O PT recorreu ao Supremo, no âmbito da ADPF 756, cujo relator é o ministro Ricardo Lewandowski, com um pedido de liminar para que se suspendam imediatamente as tratativas para que o Brasil seja sede da Copa América. O nome técnico do instrumento é "Tutela Provisória de Urgência em Caráter Incidental". Essa ADPF é aquela impetrada pelo partido, junto com PCdoB e outros, que pediu que o governo fosse obrigado a apresentar um plano nacional de vacinação contra a Covid-19.
Será que o pedido é cabível?
Vamos ver. A primeira tentação seria dizer que não. Afinal, a Conmebol e a CBF são entidades privadas. Ainda que os estádios em que se realizaria a disputa sejam, em regra, públicos — alguns sob gestão privada —, estes poderiam ser alugados pelos promotores do evento.
Assim, a realização da competição teria de se adequar às normas vigentes nos Estados e municípios e pronto. Bem, assim seria se assim fosse. Mas não é. O governo federal resolveu se meter no caso. Alejandro Domínguez, o principal dirigente da entidade, negociou diretamente com Jair Bolsonaro, que acionou seus ministros.
Se faltasse evidência de que o Planalto comada a estupidez, há a entrevista concedida pelo general Luiz Eduardo Ramos, chefe da Casa Civil, que veio a público para assegurar, por exemplo, que, caso se realize o evento no país, será sem público, discorrendo, inclusive, sobre quais seriam as regras de vacinação.
Bem, cessa o que a antiga musa canta. Então estamos, sim, diante de uma decisão que passa pelo governo federal — até porque é preciso mobilizar de Estado, em várias esferas, para garantir a segurança da competição e dos competidores. Ponto final. E, agora, somos devolvidos à Constituição.
Dispõe o Artigo 6º da Constituição:
"Art. 6º São direitos sociais a educação, a saúde, a alimentação, o trabalho, a moradia, o transporte, o lazer, a segurança, a previdência social, a proteção à maternidade e à infância, a assistência aos desamparados, na forma desta Constituição."
Isso lhe pareceu genérico demais?
Pois não. Então vamos ao que é bem específico.
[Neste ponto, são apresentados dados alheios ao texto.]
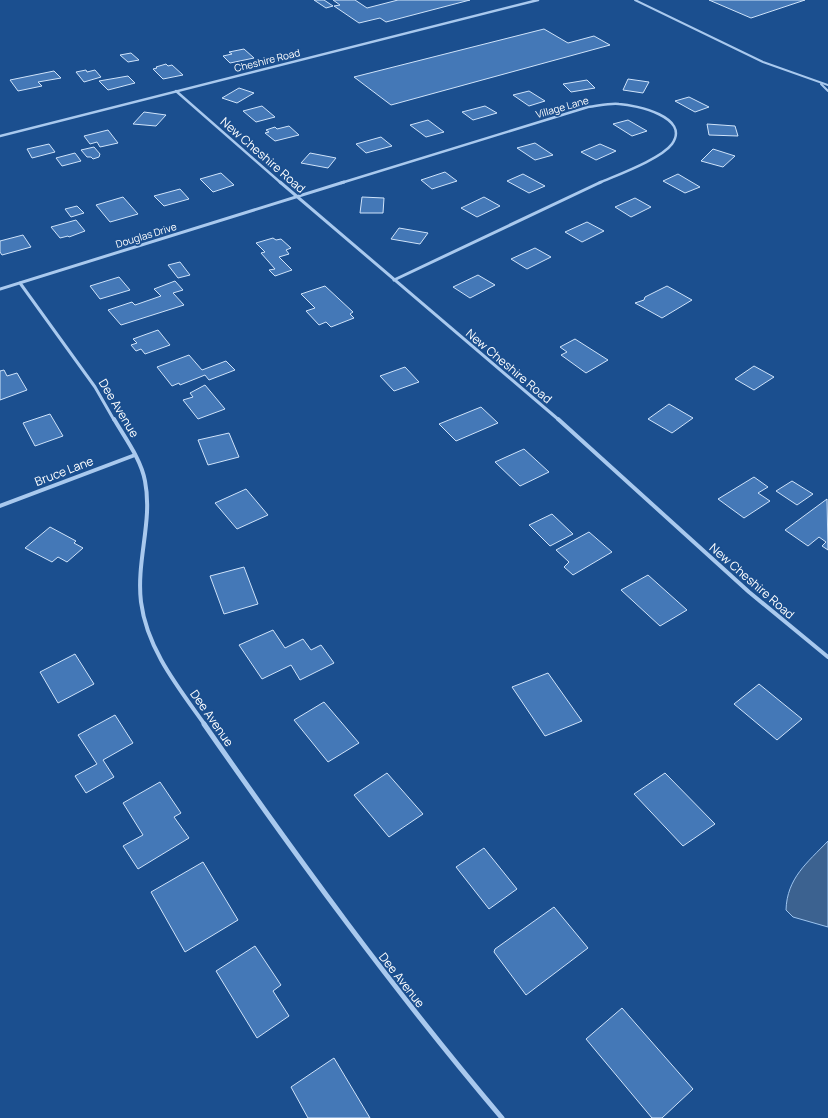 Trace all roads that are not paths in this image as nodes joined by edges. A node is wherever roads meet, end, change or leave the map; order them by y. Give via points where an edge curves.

Reza o Artigo 196:
"Art. 196. A saúde é direito de todos e dever do Estado, garantido mediante políticas sociais e econômicas que visem à redução do risco de doença e de outros agravos e ao acesso universal e igualitário às ações e serviços para sua promoção, proteção e recuperação".
A Constituição impõe ao governo que execute políticas sociais e econômicas que visem "à redução do risco de doença". E, como é unânime entre especialistas respeitados — há vagabundos por aí que falam pelas lentes da ideologia, não da ciência —, a realização da Copa América no país aumentaria esse risco, em vez de reduzir.
Não se trata mais de um negócio entre privados, que poderia ser executado com a eventual adequação às normas dos Estados e das cidades. Nesse caso, os sensatos teriam de recorrer à Justiça comum com, por exemplo, ações populares para tentar impedir a realização dos jogos.
Mas Jair Bolsonaro e seus ministros transformaram, sim, a questão num caso de cumprimento ou descumprimento da Constituição.
Que o ministro Ricardo Lewandowski, de imediato, conceda uma liminar suspendendo a farra e que o Supremo faça a coisa certa. A realização da Copa América no país é só um capítulo do negacionismo, que já matou 463 mil pessoas.
Pior: busca-se trazer a competição para cá num momento em que a curva de contaminação e de mortes voltou a subir, com uma taxa de imunização — a aplicação das duas doses — inferior a 11%.
Um abuso, um acinte e um agressão a direitos fundamentais dos brasileiros.
Liminar neles, ministro Lewandowski!